Yeah, like when Trump first restricted travel to and from high COVID areas and the TDS crowd lambasted him for being xenophobic.
Where in the world would folks get the general idea that Trump might be xenophobic? It's truly a deranged mystery...
Probably from some mediocre Americans.
Drumpf's draconian immigration restrictions certainly contributed to this country's (except for blue states like NY) disastrous pandemic response.
Just think of all the highly skilled Mexican doctors who wanted to cross the border and help our overwhelmed hospitals. Instead they were thrown into literal concentration camps.
#OpenBorders
#(EspeciallyDuringAPandemic)
Well you're here to fluff the left and democrats as a paid poster or just a pathetic Tony sock. Either way you're a joke.
They missed an important and costly program. After the Anthrax scares, the post office began sending all government correspondence to a facility in Ohio to be blasted with radiation to kill any anthrax spores that may lurk inside. It is outrageously expensive and slows correspondence and packages. Anthrax hasn't been sent through the mail since 2001, but they will continue to spend billions to protect one or two government workers from harm.
Reason's really been going postal this week.
Thank god the government makes sure I can't get or send things that might be bad for me or the collective greater good, that greater good determined by whatever faction currently holds power, or the sanctity of the government itself.

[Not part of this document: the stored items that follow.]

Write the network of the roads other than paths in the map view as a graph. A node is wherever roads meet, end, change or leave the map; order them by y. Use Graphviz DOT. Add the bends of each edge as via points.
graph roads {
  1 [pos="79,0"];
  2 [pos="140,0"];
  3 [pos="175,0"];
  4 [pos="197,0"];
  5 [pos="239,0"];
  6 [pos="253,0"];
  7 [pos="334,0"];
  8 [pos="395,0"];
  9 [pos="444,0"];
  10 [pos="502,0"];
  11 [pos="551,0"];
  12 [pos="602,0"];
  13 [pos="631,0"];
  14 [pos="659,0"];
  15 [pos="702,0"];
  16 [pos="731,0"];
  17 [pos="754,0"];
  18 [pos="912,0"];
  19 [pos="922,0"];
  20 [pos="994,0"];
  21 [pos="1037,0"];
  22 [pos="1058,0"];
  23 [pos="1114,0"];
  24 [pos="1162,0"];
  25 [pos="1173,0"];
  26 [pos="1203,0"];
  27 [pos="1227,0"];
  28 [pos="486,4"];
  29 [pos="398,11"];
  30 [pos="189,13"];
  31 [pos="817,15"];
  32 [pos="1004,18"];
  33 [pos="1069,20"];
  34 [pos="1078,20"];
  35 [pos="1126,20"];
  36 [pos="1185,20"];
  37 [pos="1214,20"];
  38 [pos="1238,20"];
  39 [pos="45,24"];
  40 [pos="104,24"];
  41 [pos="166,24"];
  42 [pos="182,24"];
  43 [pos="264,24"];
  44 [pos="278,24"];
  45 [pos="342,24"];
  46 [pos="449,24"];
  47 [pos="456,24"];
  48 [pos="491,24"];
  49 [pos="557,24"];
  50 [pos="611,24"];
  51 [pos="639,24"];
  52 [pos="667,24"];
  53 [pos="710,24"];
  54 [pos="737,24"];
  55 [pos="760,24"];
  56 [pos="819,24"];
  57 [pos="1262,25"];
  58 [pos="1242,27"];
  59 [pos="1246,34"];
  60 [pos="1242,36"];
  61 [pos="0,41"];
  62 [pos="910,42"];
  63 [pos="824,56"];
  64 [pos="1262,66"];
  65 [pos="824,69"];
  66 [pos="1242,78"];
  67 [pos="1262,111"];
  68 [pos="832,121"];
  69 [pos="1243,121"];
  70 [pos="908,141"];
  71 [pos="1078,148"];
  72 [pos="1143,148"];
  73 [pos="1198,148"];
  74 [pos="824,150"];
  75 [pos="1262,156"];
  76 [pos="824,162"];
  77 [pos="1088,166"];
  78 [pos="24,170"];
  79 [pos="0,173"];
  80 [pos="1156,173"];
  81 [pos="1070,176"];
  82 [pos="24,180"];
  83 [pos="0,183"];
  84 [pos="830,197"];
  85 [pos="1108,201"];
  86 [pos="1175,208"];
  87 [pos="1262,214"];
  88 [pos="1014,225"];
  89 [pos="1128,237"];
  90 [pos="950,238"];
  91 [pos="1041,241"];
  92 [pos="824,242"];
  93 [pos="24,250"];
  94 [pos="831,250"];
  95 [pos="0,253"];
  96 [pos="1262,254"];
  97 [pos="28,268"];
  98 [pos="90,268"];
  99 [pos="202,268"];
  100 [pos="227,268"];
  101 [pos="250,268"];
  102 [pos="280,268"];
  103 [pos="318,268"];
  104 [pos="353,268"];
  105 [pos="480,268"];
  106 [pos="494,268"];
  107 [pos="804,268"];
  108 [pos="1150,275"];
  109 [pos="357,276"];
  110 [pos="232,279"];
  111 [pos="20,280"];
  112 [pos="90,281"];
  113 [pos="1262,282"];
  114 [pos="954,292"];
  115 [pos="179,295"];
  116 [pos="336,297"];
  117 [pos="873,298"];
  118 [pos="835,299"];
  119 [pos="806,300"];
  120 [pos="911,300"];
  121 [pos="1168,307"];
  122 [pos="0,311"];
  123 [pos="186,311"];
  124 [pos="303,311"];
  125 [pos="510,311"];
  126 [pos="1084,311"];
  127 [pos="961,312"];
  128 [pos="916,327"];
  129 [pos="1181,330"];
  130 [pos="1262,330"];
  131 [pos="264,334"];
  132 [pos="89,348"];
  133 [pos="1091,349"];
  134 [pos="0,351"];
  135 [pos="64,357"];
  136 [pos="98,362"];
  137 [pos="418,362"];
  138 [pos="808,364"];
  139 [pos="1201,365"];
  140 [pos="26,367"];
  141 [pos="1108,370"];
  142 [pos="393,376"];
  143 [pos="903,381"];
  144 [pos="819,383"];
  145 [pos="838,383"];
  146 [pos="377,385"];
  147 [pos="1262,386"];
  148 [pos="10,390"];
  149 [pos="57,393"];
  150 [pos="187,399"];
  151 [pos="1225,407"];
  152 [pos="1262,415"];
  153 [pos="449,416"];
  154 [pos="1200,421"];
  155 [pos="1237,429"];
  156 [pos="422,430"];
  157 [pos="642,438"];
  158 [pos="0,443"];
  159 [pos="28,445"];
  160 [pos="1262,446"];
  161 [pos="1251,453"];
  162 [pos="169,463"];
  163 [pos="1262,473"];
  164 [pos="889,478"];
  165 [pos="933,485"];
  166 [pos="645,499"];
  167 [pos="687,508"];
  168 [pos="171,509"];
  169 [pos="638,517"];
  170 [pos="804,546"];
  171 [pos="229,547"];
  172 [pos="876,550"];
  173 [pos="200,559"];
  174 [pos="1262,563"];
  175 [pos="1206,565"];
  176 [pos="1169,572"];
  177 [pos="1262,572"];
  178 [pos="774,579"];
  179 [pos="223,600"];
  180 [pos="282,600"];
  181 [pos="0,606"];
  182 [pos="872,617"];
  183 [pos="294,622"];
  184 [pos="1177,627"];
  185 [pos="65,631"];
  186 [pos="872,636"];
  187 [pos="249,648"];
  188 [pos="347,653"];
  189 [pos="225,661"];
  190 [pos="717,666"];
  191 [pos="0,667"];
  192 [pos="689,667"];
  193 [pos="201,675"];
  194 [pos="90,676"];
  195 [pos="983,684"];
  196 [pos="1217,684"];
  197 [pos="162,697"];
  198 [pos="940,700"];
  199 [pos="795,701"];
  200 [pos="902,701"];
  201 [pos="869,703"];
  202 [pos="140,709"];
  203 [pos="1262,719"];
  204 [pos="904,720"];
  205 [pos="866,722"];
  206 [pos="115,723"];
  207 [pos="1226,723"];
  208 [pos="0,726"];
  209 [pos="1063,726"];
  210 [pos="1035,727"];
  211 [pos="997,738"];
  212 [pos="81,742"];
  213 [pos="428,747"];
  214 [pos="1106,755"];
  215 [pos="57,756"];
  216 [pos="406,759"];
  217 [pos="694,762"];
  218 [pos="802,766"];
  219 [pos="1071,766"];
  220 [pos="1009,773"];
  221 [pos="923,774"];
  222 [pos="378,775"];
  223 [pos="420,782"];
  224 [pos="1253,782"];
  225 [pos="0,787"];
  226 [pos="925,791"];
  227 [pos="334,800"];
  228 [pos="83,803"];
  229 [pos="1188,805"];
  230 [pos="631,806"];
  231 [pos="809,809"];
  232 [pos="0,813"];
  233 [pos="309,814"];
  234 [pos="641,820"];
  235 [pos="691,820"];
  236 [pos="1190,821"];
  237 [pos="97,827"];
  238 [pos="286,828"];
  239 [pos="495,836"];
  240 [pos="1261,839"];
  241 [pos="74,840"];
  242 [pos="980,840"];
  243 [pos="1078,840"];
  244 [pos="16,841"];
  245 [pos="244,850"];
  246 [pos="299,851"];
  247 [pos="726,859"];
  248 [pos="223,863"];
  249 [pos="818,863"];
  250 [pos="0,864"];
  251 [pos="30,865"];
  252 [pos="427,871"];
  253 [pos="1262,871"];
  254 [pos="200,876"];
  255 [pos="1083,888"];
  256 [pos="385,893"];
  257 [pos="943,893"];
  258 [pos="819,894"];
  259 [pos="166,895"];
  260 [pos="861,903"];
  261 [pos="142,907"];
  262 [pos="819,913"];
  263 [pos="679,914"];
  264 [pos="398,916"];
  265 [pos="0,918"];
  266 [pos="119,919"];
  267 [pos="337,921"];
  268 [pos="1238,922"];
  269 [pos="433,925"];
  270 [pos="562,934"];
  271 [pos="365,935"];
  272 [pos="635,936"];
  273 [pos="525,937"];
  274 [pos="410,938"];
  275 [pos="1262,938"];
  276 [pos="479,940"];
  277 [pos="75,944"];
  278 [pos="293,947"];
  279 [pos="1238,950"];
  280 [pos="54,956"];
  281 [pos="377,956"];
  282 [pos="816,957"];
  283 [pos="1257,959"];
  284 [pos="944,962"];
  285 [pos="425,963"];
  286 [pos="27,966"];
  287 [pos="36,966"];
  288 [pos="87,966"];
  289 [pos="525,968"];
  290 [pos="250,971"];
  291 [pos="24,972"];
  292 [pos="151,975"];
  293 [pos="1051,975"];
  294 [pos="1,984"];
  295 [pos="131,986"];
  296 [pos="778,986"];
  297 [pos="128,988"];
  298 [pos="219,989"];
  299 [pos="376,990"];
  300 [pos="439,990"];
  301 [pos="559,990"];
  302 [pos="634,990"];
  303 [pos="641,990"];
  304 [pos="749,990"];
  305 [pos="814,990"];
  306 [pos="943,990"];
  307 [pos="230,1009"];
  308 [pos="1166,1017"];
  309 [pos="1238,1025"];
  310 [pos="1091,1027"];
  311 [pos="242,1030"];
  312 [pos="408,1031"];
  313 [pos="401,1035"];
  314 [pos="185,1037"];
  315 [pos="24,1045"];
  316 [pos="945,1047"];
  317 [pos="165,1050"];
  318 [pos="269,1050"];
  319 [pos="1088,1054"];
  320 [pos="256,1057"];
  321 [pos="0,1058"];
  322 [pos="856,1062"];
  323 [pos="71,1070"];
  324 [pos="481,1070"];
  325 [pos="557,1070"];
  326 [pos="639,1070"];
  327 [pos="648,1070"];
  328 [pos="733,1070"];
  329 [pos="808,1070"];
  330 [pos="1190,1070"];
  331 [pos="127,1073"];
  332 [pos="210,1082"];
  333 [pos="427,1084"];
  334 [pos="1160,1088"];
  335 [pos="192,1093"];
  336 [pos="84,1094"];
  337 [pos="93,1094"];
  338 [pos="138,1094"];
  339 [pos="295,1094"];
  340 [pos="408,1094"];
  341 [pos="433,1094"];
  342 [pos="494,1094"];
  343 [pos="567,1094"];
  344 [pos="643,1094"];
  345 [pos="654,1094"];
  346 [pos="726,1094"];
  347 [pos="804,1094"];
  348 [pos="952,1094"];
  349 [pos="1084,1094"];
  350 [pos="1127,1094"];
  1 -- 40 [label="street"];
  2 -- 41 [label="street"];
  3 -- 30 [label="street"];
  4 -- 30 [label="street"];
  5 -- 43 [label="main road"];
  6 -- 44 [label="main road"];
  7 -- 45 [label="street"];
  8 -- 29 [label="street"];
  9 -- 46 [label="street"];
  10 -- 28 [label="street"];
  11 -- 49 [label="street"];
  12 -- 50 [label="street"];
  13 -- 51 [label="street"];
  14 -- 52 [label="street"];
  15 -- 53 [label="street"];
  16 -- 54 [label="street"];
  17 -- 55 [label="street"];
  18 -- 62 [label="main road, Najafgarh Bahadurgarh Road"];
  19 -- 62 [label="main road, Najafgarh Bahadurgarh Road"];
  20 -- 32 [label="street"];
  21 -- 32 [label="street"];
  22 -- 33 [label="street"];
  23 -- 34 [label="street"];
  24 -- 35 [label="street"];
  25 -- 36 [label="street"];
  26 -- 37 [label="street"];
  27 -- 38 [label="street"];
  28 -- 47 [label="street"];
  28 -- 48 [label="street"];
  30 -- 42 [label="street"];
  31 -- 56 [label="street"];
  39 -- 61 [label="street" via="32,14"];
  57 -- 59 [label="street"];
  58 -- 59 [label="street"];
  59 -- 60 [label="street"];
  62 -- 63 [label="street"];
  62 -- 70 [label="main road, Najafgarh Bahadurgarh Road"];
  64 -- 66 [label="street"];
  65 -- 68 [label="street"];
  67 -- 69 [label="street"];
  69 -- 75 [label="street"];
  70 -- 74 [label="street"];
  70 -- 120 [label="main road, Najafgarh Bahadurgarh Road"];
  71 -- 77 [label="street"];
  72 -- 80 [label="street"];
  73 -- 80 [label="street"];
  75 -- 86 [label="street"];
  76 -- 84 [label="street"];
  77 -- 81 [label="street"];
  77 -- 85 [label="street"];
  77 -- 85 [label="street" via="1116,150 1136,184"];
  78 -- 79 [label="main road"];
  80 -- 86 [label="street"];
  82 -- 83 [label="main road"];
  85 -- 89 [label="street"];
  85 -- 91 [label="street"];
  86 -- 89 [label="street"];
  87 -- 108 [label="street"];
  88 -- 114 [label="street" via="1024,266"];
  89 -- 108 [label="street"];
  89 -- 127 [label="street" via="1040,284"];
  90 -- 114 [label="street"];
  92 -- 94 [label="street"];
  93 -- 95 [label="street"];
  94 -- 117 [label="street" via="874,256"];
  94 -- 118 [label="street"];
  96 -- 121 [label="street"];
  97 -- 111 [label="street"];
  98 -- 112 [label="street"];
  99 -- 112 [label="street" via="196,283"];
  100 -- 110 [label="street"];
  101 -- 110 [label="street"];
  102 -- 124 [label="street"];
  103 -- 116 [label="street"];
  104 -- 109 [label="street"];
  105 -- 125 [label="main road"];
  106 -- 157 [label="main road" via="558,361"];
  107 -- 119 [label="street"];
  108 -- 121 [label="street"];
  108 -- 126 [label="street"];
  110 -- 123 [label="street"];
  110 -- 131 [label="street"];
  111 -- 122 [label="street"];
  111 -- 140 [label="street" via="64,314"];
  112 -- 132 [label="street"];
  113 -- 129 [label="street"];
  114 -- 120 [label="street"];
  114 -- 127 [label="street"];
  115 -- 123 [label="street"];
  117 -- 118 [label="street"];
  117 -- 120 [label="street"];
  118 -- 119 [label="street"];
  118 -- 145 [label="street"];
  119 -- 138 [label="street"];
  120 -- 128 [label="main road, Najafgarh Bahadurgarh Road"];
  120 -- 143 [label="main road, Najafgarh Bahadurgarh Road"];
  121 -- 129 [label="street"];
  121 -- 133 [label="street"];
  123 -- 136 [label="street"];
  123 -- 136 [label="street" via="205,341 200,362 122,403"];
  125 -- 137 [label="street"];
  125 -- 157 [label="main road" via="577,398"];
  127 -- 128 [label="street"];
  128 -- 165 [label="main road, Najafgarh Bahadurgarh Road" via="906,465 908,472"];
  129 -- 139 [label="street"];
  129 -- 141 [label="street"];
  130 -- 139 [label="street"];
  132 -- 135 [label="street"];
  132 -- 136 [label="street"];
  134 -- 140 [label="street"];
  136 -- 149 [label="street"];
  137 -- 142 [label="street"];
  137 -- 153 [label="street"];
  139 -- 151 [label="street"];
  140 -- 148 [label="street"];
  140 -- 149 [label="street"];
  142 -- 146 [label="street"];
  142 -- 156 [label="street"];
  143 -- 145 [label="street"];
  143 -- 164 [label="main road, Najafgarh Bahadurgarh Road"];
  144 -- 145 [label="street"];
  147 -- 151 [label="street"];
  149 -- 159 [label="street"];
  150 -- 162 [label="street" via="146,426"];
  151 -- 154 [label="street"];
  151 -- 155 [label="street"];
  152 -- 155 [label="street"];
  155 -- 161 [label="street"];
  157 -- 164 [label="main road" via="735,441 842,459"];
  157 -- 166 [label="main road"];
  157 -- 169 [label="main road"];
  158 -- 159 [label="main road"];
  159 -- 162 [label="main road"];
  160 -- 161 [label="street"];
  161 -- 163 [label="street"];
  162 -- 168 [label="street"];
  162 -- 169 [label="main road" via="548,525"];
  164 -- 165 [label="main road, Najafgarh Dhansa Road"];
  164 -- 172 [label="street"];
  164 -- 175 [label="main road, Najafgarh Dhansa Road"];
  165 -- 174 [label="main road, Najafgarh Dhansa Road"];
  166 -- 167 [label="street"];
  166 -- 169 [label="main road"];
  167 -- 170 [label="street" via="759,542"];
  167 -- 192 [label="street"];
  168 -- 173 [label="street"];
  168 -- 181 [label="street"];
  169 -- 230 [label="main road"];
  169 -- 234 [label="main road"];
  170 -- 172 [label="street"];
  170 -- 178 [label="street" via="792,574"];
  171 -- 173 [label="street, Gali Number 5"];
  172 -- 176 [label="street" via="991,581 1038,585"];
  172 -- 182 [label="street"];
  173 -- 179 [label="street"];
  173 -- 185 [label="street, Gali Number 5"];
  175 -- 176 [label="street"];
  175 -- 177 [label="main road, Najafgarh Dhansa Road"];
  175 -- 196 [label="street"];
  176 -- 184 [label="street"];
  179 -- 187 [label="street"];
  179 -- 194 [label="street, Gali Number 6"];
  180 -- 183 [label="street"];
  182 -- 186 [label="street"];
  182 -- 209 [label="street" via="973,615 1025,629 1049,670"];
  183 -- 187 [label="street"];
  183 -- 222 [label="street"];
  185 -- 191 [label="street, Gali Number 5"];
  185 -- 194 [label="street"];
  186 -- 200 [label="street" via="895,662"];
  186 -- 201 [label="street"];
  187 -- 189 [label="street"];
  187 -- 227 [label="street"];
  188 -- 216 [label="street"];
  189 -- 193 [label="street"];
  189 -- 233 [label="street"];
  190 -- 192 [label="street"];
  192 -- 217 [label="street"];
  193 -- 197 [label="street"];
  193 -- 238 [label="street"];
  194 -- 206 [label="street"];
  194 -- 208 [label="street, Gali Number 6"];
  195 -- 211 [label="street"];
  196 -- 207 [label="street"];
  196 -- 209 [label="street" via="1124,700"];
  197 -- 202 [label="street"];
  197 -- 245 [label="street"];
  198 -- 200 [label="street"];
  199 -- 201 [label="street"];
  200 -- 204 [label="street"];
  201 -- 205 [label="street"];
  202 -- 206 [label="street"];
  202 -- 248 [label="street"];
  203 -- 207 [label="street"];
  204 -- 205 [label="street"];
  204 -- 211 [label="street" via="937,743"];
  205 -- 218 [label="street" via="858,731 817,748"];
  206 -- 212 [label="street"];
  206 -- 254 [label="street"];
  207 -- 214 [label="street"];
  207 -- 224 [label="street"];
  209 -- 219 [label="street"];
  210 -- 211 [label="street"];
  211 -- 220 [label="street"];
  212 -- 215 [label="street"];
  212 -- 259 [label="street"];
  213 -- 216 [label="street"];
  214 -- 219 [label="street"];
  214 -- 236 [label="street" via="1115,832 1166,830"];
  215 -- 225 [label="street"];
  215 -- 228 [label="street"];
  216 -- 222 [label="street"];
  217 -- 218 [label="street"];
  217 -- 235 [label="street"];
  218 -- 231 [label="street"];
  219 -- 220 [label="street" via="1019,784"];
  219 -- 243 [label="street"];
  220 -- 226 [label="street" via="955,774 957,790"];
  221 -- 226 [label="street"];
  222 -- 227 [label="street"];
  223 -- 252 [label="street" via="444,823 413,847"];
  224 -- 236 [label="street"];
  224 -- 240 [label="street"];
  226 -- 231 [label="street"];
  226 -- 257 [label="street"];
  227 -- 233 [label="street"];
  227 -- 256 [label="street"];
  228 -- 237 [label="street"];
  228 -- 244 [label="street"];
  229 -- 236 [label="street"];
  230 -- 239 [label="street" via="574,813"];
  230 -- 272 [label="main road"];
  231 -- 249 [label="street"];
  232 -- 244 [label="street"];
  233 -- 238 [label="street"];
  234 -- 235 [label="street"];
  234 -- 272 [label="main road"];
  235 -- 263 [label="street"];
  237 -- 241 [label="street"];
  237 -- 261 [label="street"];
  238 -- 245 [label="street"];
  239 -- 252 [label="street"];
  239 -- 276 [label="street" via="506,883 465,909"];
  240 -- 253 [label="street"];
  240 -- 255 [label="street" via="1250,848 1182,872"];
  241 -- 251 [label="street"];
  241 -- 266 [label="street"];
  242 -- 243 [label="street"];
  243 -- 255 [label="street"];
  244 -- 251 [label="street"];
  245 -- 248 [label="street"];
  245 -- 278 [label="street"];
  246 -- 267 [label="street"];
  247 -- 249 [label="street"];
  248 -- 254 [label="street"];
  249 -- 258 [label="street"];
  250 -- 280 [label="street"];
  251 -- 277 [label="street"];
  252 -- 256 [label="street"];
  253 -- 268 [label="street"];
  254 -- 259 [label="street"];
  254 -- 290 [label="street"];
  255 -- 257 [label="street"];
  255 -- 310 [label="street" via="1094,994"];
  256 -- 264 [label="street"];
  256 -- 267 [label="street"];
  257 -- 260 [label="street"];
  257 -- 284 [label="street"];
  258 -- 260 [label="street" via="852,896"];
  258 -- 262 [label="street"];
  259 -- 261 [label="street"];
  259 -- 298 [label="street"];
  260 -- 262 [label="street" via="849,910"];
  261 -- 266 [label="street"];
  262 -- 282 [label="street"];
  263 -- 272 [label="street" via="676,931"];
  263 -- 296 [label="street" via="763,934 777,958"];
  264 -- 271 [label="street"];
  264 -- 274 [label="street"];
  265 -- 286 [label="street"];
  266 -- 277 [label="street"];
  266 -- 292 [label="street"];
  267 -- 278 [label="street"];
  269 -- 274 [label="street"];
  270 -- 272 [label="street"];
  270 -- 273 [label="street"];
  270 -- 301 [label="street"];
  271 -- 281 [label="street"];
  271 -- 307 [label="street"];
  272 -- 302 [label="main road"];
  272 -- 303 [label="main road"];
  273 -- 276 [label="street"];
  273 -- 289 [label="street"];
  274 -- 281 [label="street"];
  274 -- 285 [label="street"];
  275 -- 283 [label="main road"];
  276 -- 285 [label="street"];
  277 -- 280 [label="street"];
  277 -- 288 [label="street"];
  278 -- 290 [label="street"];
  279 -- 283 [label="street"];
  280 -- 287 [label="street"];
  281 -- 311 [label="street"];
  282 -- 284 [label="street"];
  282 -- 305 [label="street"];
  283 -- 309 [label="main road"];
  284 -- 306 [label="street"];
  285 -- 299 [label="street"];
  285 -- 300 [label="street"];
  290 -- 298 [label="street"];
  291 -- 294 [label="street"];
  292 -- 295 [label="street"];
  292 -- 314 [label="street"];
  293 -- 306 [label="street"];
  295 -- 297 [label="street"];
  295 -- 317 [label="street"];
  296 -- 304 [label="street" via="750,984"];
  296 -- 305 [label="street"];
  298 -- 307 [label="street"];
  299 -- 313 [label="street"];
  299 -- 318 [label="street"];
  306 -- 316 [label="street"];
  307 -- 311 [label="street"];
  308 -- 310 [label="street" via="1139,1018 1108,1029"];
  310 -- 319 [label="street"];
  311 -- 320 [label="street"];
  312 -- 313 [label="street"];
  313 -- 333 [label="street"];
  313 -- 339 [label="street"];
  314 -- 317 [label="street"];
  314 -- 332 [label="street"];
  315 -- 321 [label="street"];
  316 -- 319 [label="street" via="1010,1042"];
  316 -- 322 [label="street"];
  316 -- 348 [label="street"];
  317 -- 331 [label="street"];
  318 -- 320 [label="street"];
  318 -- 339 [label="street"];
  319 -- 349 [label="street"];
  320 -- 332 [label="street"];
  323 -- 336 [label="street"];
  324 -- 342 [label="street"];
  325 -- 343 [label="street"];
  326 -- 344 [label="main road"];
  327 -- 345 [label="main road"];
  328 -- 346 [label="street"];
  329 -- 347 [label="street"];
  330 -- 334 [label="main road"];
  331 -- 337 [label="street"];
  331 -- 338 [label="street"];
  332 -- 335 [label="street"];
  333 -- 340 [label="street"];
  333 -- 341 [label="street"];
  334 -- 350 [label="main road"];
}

Now for that Facebook thing...
failed to mention all mail leaving the U.S. and coming to the U.S. during WWII was inspected
That and Dick and Arline Feynman toying with the censors at Los Alamos. And then there was Yossarian's censoring of mail off the coast of Italy in World War Catch-22. Butcha can't have everything... where would you put it?
Good timeline of 4th amendment abuses
Question. Since the 4th amendment - as a means of stopping those abuses - only applies to gummint not to private sector, how would privatizing the PO improve this?
Another conspicuously brilliant article by Jesse. Note the thick slices of Grade-A factual content swimming in gravy thickened by the kind of spicy terseness obtainable only through careful trimming. Gourmet reporting!
The postal service, are they still a thing for anything other than a few bills and junk mail? That's truly shocking.